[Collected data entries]
• • • • •
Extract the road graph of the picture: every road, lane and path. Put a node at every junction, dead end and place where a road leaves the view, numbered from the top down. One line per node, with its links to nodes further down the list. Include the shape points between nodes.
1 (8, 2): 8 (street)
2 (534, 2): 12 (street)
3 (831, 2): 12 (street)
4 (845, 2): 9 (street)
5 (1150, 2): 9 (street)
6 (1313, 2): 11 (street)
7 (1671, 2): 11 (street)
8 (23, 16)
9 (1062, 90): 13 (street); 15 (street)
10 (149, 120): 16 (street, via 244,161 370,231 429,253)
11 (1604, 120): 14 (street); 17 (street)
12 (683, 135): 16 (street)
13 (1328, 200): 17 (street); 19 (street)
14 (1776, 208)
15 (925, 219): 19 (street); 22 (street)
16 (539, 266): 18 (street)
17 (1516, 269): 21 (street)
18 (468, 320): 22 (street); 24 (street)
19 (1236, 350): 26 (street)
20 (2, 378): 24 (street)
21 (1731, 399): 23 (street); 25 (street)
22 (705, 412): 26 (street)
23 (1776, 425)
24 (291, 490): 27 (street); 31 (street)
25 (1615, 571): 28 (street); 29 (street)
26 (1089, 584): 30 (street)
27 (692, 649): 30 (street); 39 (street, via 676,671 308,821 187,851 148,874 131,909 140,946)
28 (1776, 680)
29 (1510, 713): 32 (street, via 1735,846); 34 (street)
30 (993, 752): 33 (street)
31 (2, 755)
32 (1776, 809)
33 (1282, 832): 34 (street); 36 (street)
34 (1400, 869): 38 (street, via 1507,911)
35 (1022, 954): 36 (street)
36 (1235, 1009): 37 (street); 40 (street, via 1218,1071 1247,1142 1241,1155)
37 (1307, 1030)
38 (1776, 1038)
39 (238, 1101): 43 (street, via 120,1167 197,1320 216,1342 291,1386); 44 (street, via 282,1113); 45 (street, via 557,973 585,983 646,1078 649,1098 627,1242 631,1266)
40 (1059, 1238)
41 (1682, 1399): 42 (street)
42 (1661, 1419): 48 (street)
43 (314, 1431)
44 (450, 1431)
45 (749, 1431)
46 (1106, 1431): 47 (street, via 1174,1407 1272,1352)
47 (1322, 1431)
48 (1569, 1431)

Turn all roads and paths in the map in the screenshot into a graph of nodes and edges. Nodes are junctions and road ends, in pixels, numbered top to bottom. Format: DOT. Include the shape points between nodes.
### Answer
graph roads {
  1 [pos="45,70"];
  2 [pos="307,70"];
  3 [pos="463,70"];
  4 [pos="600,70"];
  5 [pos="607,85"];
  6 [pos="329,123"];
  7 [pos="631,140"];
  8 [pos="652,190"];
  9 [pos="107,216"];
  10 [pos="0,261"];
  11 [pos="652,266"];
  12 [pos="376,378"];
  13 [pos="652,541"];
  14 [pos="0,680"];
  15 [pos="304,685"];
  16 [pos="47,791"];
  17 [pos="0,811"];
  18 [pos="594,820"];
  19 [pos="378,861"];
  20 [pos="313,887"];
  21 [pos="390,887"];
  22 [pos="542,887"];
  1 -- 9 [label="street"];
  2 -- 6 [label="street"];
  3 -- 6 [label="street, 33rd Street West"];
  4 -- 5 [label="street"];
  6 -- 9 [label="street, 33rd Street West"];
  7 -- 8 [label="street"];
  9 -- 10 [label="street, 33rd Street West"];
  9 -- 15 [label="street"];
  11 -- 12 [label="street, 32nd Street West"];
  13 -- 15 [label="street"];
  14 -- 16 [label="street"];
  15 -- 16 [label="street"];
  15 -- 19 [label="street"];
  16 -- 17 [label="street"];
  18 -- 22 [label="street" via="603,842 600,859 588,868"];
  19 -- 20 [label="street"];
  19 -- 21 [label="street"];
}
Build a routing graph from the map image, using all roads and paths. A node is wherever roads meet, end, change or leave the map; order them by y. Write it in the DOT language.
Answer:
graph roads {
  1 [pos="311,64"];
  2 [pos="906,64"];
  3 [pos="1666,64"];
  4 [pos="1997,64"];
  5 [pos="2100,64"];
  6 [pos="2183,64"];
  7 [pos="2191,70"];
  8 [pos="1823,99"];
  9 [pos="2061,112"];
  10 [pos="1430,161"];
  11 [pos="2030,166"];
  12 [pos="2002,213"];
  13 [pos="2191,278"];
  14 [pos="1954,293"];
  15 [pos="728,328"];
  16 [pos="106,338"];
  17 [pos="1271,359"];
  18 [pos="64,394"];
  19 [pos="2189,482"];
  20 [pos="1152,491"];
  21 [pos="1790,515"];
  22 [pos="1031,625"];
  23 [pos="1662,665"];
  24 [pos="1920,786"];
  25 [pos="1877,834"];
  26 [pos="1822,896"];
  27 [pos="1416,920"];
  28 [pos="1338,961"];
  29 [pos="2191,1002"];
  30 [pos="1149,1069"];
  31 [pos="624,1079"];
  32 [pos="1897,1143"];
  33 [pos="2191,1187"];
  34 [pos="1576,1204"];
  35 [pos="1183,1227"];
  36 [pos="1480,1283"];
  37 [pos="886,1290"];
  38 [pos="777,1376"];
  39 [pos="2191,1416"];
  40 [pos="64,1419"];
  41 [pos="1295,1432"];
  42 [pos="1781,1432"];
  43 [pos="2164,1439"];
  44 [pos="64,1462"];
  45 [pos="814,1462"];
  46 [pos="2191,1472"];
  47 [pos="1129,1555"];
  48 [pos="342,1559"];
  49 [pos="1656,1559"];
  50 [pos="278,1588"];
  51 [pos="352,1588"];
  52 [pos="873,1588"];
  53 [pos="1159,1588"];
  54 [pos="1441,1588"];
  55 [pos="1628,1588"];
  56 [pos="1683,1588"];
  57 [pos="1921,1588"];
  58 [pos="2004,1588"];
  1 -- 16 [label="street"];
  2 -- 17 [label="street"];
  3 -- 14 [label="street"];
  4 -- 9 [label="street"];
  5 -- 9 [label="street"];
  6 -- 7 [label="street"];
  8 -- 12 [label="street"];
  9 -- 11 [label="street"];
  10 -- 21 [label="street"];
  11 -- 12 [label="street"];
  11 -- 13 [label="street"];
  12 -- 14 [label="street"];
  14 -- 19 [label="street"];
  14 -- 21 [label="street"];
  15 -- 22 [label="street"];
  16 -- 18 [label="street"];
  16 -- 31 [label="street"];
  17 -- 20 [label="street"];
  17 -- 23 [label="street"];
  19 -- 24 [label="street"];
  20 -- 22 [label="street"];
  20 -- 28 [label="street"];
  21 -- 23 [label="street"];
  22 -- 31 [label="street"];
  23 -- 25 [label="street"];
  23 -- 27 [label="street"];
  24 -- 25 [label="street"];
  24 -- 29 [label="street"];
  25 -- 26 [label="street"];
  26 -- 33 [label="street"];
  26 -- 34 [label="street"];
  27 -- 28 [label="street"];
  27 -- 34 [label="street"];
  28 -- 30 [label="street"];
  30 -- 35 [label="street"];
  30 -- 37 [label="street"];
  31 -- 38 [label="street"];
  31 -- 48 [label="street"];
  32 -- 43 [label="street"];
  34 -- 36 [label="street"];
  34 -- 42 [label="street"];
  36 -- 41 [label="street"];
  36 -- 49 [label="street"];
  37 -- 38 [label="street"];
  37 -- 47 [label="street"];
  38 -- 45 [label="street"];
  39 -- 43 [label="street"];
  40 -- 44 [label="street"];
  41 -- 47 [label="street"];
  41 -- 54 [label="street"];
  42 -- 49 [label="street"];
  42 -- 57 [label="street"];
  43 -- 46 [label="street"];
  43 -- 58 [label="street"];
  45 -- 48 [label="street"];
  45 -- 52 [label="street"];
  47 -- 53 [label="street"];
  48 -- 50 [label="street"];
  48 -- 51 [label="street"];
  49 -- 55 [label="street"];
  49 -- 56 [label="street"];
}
• • • • •
What to work on: Look at the entries above. Then set all of them down again exactly.

Solved problem:
Extract the road graph of the picture: every road, lane and path. Put a node at every junction, dead end and place where a road leaves the view, numbered from the top down. One line per node, with its links to nodes further down the list. Include the shape points between nodes.
1 (8, 2): 8 (street)
2 (534, 2): 12 (street)
3 (831, 2): 12 (street)
4 (845, 2): 9 (street)
5 (1150, 2): 9 (street)
6 (1313, 2): 11 (street)
7 (1671, 2): 11 (street)
8 (23, 16)
9 (1062, 90): 13 (street); 15 (street)
10 (149, 120): 16 (street, via 244,161 370,231 429,253)
11 (1604, 120): 14 (street); 17 (street)
12 (683, 135): 16 (street)
13 (1328, 200): 17 (street); 19 (street)
14 (1776, 208)
15 (925, 219): 19 (street); 22 (street)
16 (539, 266): 18 (street)
17 (1516, 269): 21 (street)
18 (468, 320): 22 (street); 24 (street)
19 (1236, 350): 26 (street)
20 (2, 378): 24 (street)
21 (1731, 399): 23 (street); 25 (street)
22 (705, 412): 26 (street)
23 (1776, 425)
24 (291, 490): 27 (street); 31 (street)
25 (1615, 571): 28 (street); 29 (street)
26 (1089, 584): 30 (street)
27 (692, 649): 30 (street); 39 (street, via 676,671 308,821 187,851 148,874 131,909 140,946)
28 (1776, 680)
29 (1510, 713): 32 (street, via 1735,846); 34 (street)
30 (993, 752): 33 (street)
31 (2, 755)
32 (1776, 809)
33 (1282, 832): 34 (street); 36 (street)
34 (1400, 869): 38 (street, via 1507,911)
35 (1022, 954): 36 (street)
36 (1235, 1009): 37 (street); 40 (street, via 1218,1071 1247,1142 1241,1155)
37 (1307, 1030)
38 (1776, 1038)
39 (238, 1101): 43 (street, via 120,1167 197,1320 216,1342 291,1386); 44 (street, via 282,1113); 45 (street, via 557,973 585,983 646,1078 649,1098 627,1242 631,1266)
40 (1059, 1238)
41 (1682, 1399): 42 (street)
42 (1661, 1419): 48 (street)
43 (314, 1431)
44 (450, 1431)
45 (749, 1431)
46 (1106, 1431): 47 (street, via 1174,1407 1272,1352)
47 (1322, 1431)
48 (1569, 1431)

Turn all roads and paths in the map in the screenshot into a graph of nodes and edges. Nodes are junctions and road ends, in pixels, numbered top to bottom. Format: DOT. Include the shape points between nodes.
### Answer
graph roads {
  1 [pos="45,70"];
  2 [pos="307,70"];
  3 [pos="463,70"];
  4 [pos="600,70"];
  5 [pos="607,85"];
  6 [pos="329,123"];
  7 [pos="631,140"];
  8 [pos="652,190"];
  9 [pos="107,216"];
  10 [pos="0,261"];
  11 [pos="652,266"];
  12 [pos="376,378"];
  13 [pos="652,541"];
  14 [pos="0,680"];
  15 [pos="304,685"];
  16 [pos="47,791"];
  17 [pos="0,811"];
  18 [pos="594,820"];
  19 [pos="378,861"];
  20 [pos="313,887"];
  21 [pos="390,887"];
  22 [pos="542,887"];
  1 -- 9 [label="street"];
  2 -- 6 [label="street"];
  3 -- 6 [label="street, 33rd Street West"];
  4 -- 5 [label="street"];
  6 -- 9 [label="street, 33rd Street West"];
  7 -- 8 [label="street"];
  9 -- 10 [label="street, 33rd Street West"];
  9 -- 15 [label="street"];
  11 -- 12 [label="street, 32nd Street West"];
  13 -- 15 [label="street"];
  14 -- 16 [label="street"];
  15 -- 16 [label="street"];
  15 -- 19 [label="street"];
  16 -- 17 [label="street"];
  18 -- 22 [label="street" via="603,842 600,859 588,868"];
  19 -- 20 [label="street"];
  19 -- 21 [label="street"];
}
Build a routing graph from the map image, using all roads and paths. A node is wherever roads meet, end, change or leave the map; order them by y. Write it in the DOT language.
Answer:
graph roads {
  1 [pos="311,64"];
  2 [pos="906,64"];
  3 [pos="1666,64"];
  4 [pos="1997,64"];
  5 [pos="2100,64"];
  6 [pos="2183,64"];
  7 [pos="2191,70"];
  8 [pos="1823,99"];
  9 [pos="2061,112"];
  10 [pos="1430,161"];
  11 [pos="2030,166"];
  12 [pos="2002,213"];
  13 [pos="2191,278"];
  14 [pos="1954,293"];
  15 [pos="728,328"];
  16 [pos="106,338"];
  17 [pos="1271,359"];
  18 [pos="64,394"];
  19 [pos="2189,482"];
  20 [pos="1152,491"];
  21 [pos="1790,515"];
  22 [pos="1031,625"];
  23 [pos="1662,665"];
  24 [pos="1920,786"];
  25 [pos="1877,834"];
  26 [pos="1822,896"];
  27 [pos="1416,920"];
  28 [pos="1338,961"];
  29 [pos="2191,1002"];
  30 [pos="1149,1069"];
  31 [pos="624,1079"];
  32 [pos="1897,1143"];
  33 [pos="2191,1187"];
  34 [pos="1576,1204"];
  35 [pos="1183,1227"];
  36 [pos="1480,1283"];
  37 [pos="886,1290"];
  38 [pos="777,1376"];
  39 [pos="2191,1416"];
  40 [pos="64,1419"];
  41 [pos="1295,1432"];
  42 [pos="1781,1432"];
  43 [pos="2164,1439"];
  44 [pos="64,1462"];
  45 [pos="814,1462"];
  46 [pos="2191,1472"];
  47 [pos="1129,1555"];
  48 [pos="342,1559"];
  49 [pos="1656,1559"];
  50 [pos="278,1588"];
  51 [pos="352,1588"];
  52 [pos="873,1588"];
  53 [pos="1159,1588"];
  54 [pos="1441,1588"];
  55 [pos="1628,1588"];
  56 [pos="1683,1588"];
  57 [pos="1921,1588"];
  58 [pos="2004,1588"];
  1 -- 16 [label="street"];
  2 -- 17 [label="street"];
  3 -- 14 [label="street"];
  4 -- 9 [label="street"];
  5 -- 9 [label="street"];
  6 -- 7 [label="street"];
  8 -- 12 [label="street"];
  9 -- 11 [label="street"];
  10 -- 21 [label="street"];
  11 -- 12 [label="street"];
  11 -- 13 [label="street"];
  12 -- 14 [label="street"];
  14 -- 19 [label="street"];
  14 -- 21 [label="street"];
  15 -- 22 [label="street"];
  16 -- 18 [label="street"];
  16 -- 31 [label="street"];
  17 -- 20 [label="street"];
  17 -- 23 [label="street"];
  19 -- 24 [label="street"];
  20 -- 22 [label="street"];
  20 -- 28 [label="street"];
  21 -- 23 [label="street"];
  22 -- 31 [label="street"];
  23 -- 25 [label="street"];
  23 -- 27 [label="street"];
  24 -- 25 [label="street"];
  24 -- 29 [label="street"];
  25 -- 26 [label="street"];
  26 -- 33 [label="street"];
  26 -- 34 [label="street"];
  27 -- 28 [label="street"];
  27 -- 34 [label="street"];
  28 -- 30 [label="street"];
  30 -- 35 [label="street"];
  30 -- 37 [label="street"];
  31 -- 38 [label="street"];
  31 -- 48 [label="street"];
  32 -- 43 [label="street"];
  34 -- 36 [label="street"];
  34 -- 42 [label="street"];
  36 -- 41 [label="street"];
  36 -- 49 [label="street"];
  37 -- 38 [label="street"];
  37 -- 47 [label="street"];
  38 -- 45 [label="street"];
  39 -- 43 [label="street"];
  40 -- 44 [label="street"];
  41 -- 47 [label="street"];
  41 -- 54 [label="street"];
  42 -- 49 [label="street"];
  42 -- 57 [label="street"];
  43 -- 46 [label="street"];
  43 -- 58 [label="street"];
  45 -- 48 [label="street"];
  45 -- 52 [label="street"];
  47 -- 53 [label="street"];
  48 -- 50 [label="street"];
  48 -- 51 [label="street"];
  49 -- 55 [label="street"];
  49 -- 56 [label="street"];
}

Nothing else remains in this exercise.